* **Task instructions**: Restating every entry exactly is the whole task.

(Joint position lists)
==============================

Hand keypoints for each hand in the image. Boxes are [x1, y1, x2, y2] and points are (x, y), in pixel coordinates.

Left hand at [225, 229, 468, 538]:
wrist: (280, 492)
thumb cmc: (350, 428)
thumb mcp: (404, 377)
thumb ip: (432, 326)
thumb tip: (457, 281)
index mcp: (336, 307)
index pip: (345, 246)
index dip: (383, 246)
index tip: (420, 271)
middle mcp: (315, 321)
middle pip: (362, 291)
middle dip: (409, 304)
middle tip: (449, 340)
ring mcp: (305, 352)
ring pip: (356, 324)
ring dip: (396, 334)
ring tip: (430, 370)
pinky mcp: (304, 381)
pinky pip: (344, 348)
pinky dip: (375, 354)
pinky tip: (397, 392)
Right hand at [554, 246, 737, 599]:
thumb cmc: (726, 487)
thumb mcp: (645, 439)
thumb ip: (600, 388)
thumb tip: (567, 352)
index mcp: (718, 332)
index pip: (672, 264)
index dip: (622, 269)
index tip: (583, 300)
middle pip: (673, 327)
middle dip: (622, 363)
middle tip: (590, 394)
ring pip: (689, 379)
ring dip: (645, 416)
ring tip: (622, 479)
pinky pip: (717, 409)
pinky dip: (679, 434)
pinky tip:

==============================

* **Completed task**:
Hand keypoints for each hand in the image. Boxes are [x1, y1, x2, y2] and points are (x, y), in pixel coordinates.

Left hand at [225, 229, 468, 538]:
wrist: (280, 492)
thumb cmc: (350, 428)
thumb mcp: (404, 377)
thumb ip: (432, 326)
thumb tip: (457, 281)
index mcp: (336, 307)
index pip: (345, 246)
index dip: (383, 246)
index tip: (420, 271)
middle mcp: (315, 321)
middle pip: (362, 291)
middle dip: (409, 304)
middle tip: (449, 340)
ring mcp: (305, 352)
ring pip: (356, 324)
ring dip: (396, 334)
ring tip: (430, 370)
pinky mcp: (304, 381)
pinky pip: (344, 348)
pinky dip: (375, 354)
pinky tip: (397, 392)
Right hand at [554, 246, 737, 599]:
thumb cmc: (726, 487)
thumb mcp: (645, 439)
thumb ip: (600, 388)
thumb tip: (567, 352)
index mcp: (718, 332)
index pip: (672, 264)
index dip: (622, 269)
index tip: (583, 300)
middle pip: (673, 327)
middle dip: (622, 363)
middle tip: (590, 394)
ring pip: (689, 379)
ring dip: (645, 416)
ring tip: (622, 479)
pinky pip: (717, 409)
pinky dip: (679, 434)
pinky tip:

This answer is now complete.